(Stored data entries)
☆ ☆ ☆ ☆

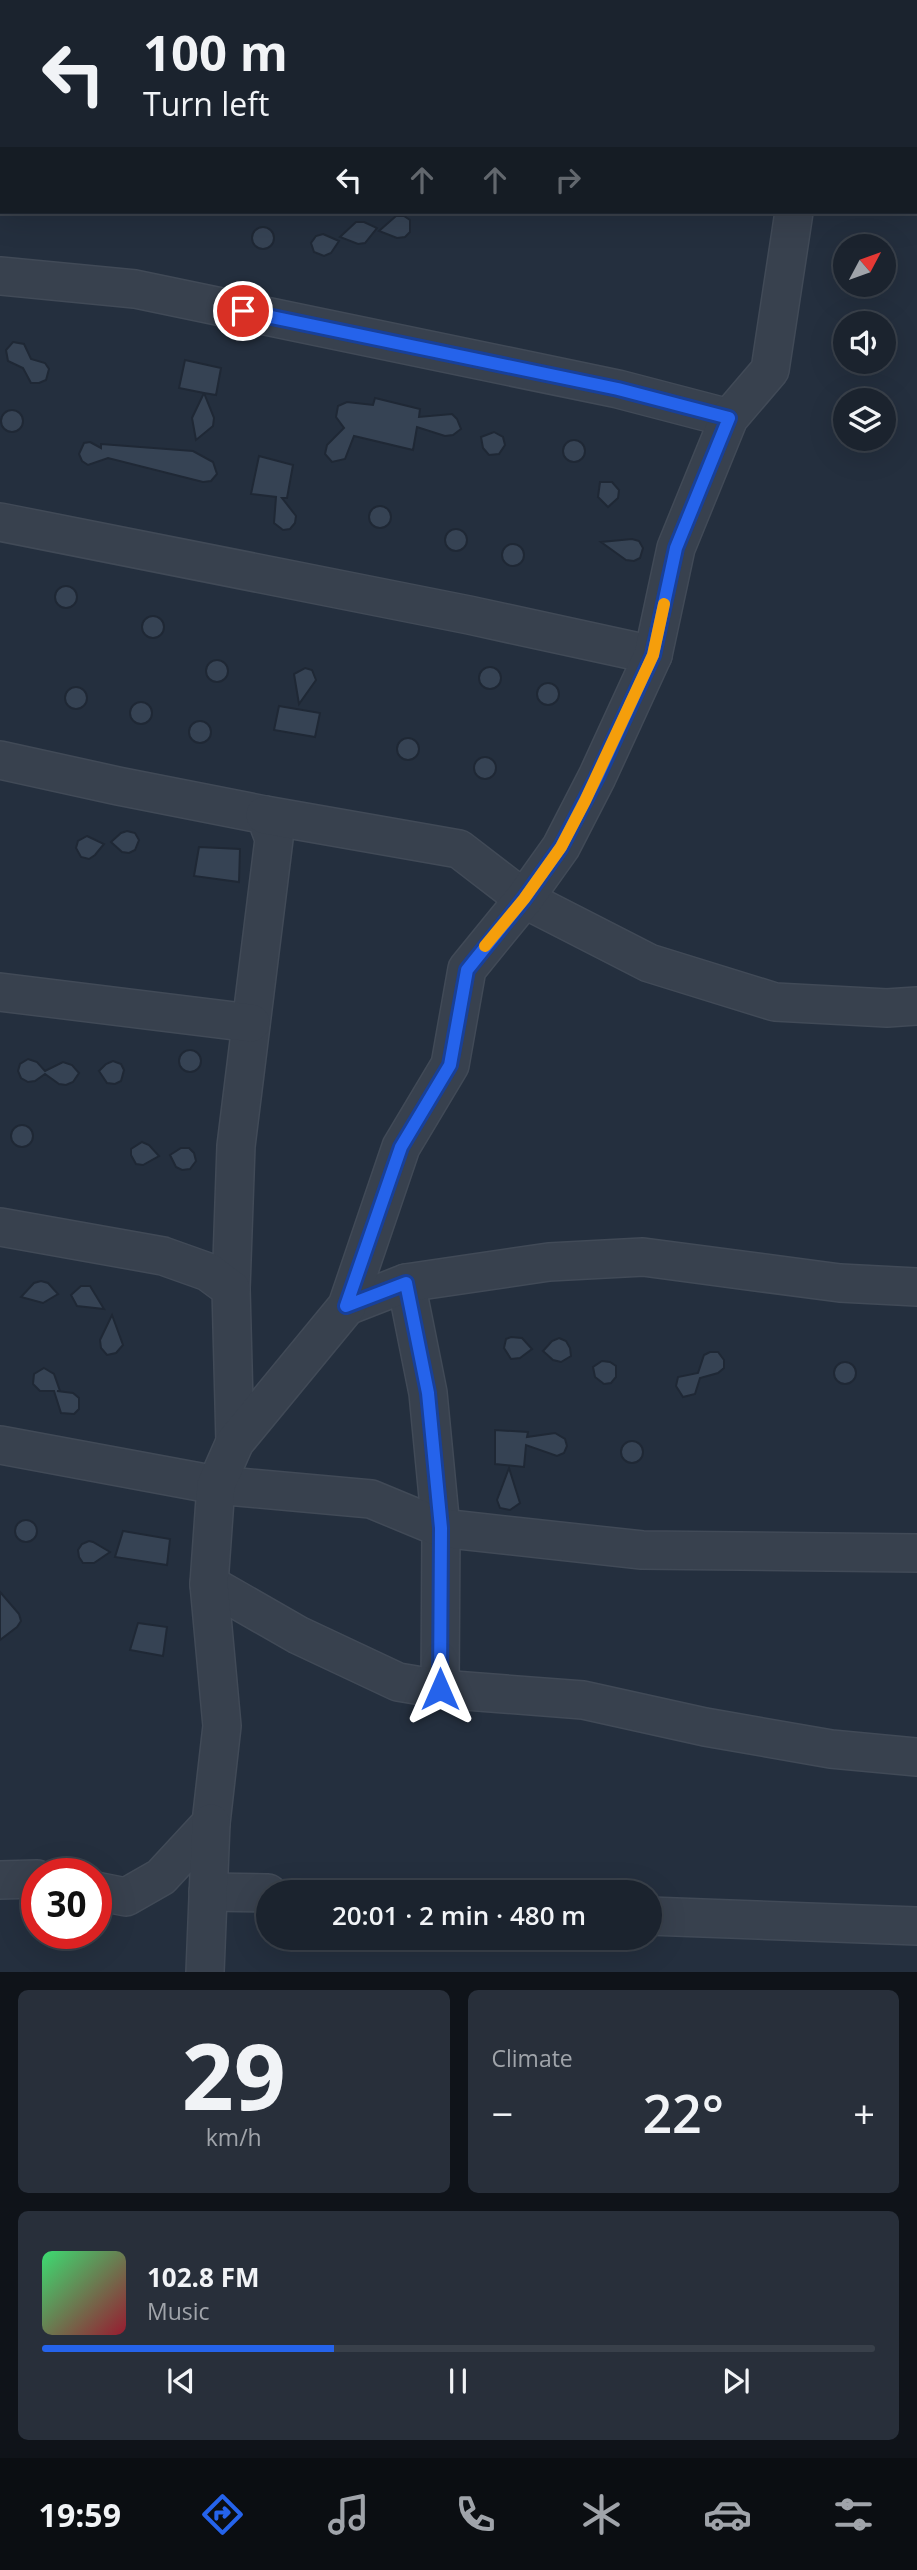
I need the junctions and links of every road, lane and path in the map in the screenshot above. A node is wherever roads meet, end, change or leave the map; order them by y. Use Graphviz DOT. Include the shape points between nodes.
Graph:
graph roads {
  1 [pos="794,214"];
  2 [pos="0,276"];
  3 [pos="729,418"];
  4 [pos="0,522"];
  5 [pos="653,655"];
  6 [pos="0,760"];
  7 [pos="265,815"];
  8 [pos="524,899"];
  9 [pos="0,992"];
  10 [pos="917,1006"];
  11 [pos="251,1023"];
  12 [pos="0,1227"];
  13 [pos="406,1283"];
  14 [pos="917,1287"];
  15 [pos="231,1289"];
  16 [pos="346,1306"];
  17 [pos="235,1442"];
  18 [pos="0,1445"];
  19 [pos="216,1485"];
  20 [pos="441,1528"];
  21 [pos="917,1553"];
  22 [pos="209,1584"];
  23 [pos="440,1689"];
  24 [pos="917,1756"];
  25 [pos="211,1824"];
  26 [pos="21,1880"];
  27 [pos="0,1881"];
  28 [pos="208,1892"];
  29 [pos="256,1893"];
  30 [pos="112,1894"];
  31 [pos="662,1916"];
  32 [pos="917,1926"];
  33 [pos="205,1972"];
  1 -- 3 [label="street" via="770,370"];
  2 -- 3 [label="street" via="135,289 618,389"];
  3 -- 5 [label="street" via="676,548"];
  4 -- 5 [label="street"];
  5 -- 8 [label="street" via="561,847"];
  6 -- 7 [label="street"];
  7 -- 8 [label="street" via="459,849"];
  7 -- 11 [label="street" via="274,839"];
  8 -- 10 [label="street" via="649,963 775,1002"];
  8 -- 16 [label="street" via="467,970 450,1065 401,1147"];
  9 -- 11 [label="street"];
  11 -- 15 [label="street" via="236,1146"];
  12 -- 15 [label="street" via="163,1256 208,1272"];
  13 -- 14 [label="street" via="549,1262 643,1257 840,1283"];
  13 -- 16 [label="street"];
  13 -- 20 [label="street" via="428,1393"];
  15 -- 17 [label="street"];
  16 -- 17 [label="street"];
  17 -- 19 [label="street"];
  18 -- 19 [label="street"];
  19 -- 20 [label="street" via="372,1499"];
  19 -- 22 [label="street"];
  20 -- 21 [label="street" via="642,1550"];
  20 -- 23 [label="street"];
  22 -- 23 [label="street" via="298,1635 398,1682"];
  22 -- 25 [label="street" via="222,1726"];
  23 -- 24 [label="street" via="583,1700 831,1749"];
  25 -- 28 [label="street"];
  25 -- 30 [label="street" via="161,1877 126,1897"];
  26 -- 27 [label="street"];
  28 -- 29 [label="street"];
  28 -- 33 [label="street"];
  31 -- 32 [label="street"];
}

☆ ☆ ☆ ☆

> **Aim of the task**: Report how many lines in these entries contain "roads". Answer with the number only.

> **Response for this exercise**: 2